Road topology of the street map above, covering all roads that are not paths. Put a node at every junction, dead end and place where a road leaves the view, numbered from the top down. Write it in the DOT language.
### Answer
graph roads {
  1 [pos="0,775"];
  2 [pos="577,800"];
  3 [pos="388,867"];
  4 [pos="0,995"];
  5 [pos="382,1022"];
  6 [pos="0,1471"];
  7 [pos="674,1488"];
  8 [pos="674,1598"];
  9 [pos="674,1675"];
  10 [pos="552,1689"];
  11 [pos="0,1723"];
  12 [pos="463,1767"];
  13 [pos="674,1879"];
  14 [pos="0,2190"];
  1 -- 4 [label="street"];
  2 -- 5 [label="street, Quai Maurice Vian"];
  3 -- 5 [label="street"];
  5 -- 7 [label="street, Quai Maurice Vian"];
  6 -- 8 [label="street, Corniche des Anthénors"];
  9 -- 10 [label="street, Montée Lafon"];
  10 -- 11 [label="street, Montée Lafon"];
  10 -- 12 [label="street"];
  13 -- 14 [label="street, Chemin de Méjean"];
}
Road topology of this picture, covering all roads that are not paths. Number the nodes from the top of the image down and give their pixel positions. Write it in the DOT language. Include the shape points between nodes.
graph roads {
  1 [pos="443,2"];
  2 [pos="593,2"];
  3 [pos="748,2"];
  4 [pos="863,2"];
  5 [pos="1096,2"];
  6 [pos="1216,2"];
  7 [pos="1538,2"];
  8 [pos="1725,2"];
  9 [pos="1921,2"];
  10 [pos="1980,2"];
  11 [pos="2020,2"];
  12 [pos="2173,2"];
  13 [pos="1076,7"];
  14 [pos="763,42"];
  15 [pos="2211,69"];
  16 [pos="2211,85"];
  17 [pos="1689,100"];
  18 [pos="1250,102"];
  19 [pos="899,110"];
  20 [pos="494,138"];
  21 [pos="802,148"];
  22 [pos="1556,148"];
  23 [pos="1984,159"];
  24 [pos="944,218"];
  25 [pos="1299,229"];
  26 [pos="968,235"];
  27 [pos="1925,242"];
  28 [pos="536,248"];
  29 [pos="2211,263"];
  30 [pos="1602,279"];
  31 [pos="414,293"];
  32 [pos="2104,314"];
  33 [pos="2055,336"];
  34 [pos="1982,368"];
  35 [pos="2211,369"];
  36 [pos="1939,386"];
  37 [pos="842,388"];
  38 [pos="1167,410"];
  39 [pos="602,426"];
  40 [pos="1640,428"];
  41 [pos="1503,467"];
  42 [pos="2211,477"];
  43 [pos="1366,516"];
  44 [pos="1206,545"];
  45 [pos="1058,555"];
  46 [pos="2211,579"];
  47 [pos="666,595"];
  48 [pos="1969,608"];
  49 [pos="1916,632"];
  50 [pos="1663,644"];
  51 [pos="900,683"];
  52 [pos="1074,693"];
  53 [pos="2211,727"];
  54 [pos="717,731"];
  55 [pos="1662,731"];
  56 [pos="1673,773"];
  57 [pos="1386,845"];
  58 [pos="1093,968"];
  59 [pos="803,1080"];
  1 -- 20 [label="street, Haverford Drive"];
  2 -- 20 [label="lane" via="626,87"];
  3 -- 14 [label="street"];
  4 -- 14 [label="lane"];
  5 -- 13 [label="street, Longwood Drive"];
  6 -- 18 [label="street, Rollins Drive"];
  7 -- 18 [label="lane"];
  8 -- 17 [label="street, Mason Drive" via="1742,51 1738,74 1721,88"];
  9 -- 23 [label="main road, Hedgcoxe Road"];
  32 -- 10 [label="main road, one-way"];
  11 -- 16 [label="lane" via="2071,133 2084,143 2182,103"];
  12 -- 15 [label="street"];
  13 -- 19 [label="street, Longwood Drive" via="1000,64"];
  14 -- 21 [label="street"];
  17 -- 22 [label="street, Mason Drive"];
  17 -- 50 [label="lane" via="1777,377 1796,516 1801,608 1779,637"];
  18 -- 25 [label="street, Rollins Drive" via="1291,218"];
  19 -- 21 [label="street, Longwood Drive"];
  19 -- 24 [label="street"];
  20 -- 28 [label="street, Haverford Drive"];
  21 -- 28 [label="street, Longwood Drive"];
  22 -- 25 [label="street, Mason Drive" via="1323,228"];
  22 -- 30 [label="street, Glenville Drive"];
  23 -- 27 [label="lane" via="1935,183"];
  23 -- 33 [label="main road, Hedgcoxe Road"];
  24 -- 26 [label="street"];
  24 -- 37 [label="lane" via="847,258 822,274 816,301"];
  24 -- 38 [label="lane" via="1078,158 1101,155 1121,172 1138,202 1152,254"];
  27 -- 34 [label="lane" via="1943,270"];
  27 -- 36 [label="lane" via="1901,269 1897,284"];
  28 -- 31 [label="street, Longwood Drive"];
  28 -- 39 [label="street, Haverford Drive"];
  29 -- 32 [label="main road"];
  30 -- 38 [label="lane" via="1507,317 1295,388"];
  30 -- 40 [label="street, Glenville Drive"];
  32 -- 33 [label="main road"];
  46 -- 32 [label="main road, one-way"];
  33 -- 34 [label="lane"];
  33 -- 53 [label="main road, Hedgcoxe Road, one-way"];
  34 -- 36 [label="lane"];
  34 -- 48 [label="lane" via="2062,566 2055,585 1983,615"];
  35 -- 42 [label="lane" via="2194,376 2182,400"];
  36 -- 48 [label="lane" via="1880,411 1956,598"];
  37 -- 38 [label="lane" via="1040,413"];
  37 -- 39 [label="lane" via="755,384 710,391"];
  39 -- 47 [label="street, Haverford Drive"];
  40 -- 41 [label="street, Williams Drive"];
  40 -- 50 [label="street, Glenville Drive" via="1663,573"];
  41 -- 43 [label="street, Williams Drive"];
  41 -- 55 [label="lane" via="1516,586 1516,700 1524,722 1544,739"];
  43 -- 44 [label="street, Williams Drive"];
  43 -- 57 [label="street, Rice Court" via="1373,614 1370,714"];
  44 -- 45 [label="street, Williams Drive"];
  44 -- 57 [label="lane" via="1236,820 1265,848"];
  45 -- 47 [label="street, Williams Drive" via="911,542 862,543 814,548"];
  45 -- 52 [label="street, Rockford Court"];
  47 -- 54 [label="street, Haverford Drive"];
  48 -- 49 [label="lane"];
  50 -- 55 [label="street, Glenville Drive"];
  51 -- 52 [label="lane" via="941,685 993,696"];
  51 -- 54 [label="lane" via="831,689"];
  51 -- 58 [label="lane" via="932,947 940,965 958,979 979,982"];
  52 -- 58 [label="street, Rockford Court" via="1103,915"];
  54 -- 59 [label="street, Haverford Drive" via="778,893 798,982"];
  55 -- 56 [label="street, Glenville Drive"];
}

* **WHAT THIS TASK INVOLVES**
Count the lines of the material above that contain the word "down", then give only that count.

* **SOLUTION TO THIS EXERCISE**
2